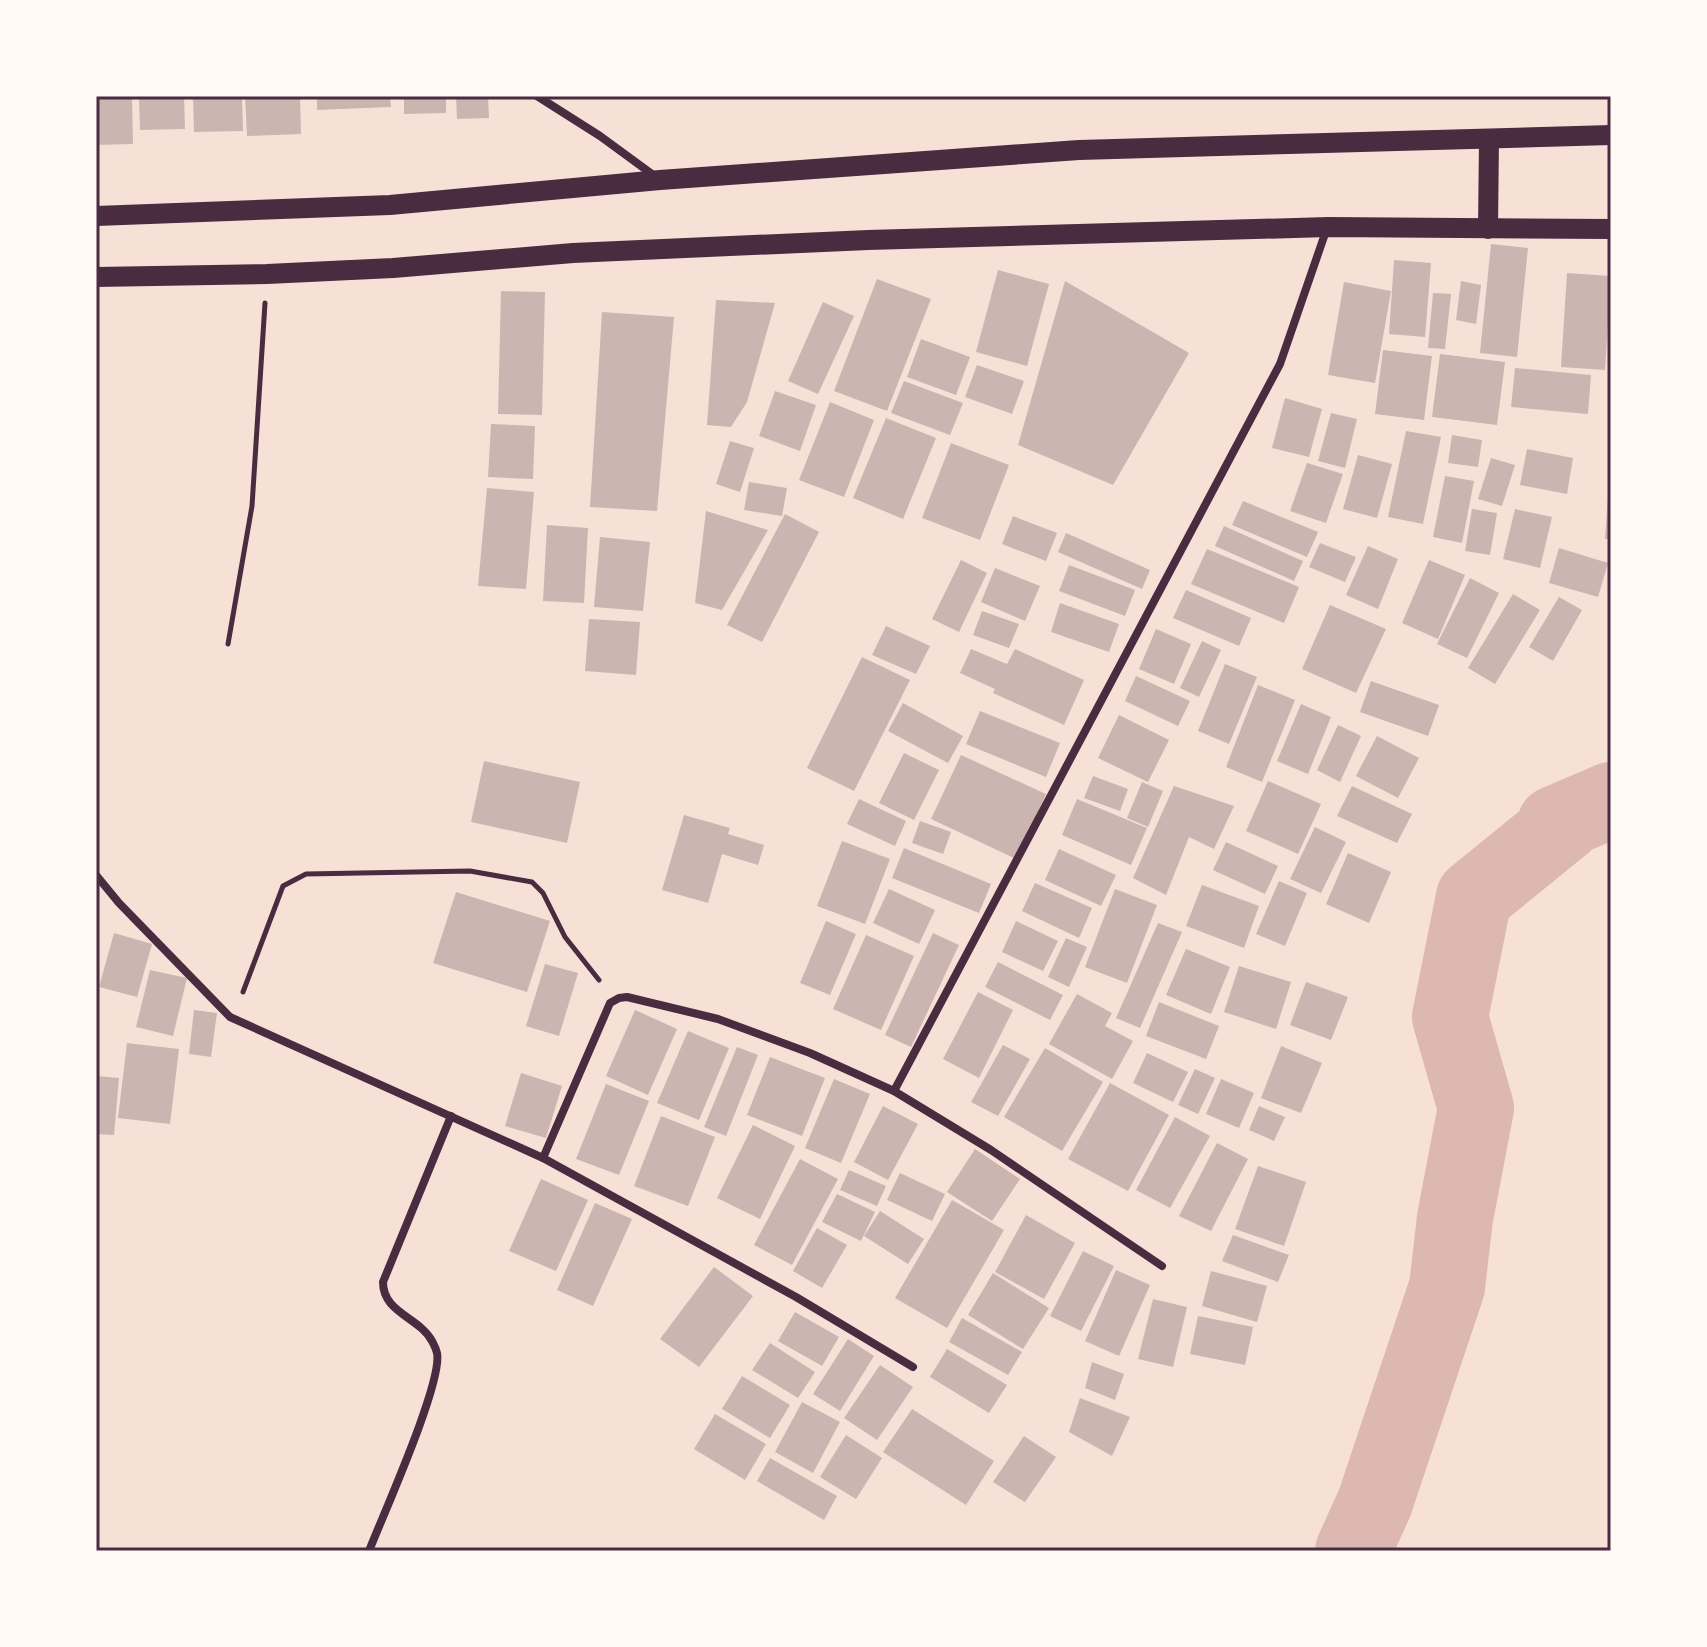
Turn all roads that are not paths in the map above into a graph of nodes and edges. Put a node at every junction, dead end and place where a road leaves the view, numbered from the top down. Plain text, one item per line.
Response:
1 (537, 96) edge
2 (1611, 135) edge
3 (1489, 139) junction
4 (660, 180) junction
5 (96, 216) edge
6 (1328, 227) junction
7 (1488, 229) junction
8 (1611, 229) edge
9 (96, 277) edge
10 (96, 875) edge
11 (894, 1091) junction
12 (451, 1116) junction
13 (543, 1158) junction
14 (1162, 1266) dead end
15 (913, 1367) dead end
16 (369, 1551) edge

1 - 4 street
2 - 3 main road
3 - 4 main road
3 - 7 main road
4 - 5 main road
6 - 7 main road
6 - 9 main road
6 - 11 street
7 - 8 main road
10 - 12 street
11 - 13 street
11 - 14 street
12 - 13 street
12 - 16 street
13 - 15 street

> THE PROBLEM
Every line above is to be given again exactly, apart from the pictures.

> EXERCISE RESPONSE
Turn all roads that are not paths in the map above into a graph of nodes and edges. Put a node at every junction, dead end and place where a road leaves the view, numbered from the top down. Plain text, one item per line.
Response:
1 (537, 96) edge
2 (1611, 135) edge
3 (1489, 139) junction
4 (660, 180) junction
5 (96, 216) edge
6 (1328, 227) junction
7 (1488, 229) junction
8 (1611, 229) edge
9 (96, 277) edge
10 (96, 875) edge
11 (894, 1091) junction
12 (451, 1116) junction
13 (543, 1158) junction
14 (1162, 1266) dead end
15 (913, 1367) dead end
16 (369, 1551) edge

1 - 4 street
2 - 3 main road
3 - 4 main road
3 - 7 main road
4 - 5 main road
6 - 7 main road
6 - 9 main road
6 - 11 street
7 - 8 main road
10 - 12 street
11 - 13 street
11 - 14 street
12 - 13 street
12 - 16 street
13 - 15 street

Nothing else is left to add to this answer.